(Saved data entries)
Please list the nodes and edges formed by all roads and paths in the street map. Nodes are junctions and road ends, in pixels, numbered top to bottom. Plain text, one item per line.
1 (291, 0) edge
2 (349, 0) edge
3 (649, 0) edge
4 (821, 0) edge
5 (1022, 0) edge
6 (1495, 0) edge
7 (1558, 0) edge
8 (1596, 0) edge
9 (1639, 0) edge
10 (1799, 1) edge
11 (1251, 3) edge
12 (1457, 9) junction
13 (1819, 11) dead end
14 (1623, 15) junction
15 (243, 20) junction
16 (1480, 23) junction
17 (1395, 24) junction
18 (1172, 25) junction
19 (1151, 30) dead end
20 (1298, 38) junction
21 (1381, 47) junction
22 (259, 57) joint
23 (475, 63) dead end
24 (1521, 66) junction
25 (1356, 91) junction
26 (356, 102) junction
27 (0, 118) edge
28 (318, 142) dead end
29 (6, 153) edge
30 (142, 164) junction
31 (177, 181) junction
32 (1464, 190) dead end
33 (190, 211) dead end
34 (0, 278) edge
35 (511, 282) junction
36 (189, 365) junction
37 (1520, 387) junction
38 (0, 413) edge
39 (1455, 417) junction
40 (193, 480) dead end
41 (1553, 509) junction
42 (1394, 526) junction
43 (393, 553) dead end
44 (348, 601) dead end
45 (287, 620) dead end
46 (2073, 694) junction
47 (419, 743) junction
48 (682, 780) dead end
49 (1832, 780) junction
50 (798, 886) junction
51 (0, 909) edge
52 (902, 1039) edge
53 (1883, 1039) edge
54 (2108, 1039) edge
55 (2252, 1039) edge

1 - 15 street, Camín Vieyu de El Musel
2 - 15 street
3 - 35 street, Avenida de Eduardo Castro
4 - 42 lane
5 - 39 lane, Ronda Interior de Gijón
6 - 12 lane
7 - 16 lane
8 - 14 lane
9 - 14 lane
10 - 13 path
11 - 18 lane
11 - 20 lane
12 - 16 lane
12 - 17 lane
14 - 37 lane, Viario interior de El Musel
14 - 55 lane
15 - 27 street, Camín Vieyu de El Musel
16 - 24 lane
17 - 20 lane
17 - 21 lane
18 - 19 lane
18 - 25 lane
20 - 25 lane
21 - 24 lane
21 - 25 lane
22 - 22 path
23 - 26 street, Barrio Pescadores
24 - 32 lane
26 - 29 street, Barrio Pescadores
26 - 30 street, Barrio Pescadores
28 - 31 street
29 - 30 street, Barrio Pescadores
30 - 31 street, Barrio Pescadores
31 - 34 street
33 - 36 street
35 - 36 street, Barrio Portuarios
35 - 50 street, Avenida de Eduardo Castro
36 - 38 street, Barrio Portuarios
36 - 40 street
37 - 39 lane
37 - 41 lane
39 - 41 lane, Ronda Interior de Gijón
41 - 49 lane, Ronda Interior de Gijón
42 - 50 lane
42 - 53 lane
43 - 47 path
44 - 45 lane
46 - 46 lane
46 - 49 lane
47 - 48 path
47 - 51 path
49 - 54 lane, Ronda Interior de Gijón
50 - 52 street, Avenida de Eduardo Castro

| What to do |
Please find the lines in the data that contain the word "Vieyu" and copy them.

| Exercise response |
1 - 15 street, Camín Vieyu de El Musel
15 - 27 street, Camín Vieyu de El Musel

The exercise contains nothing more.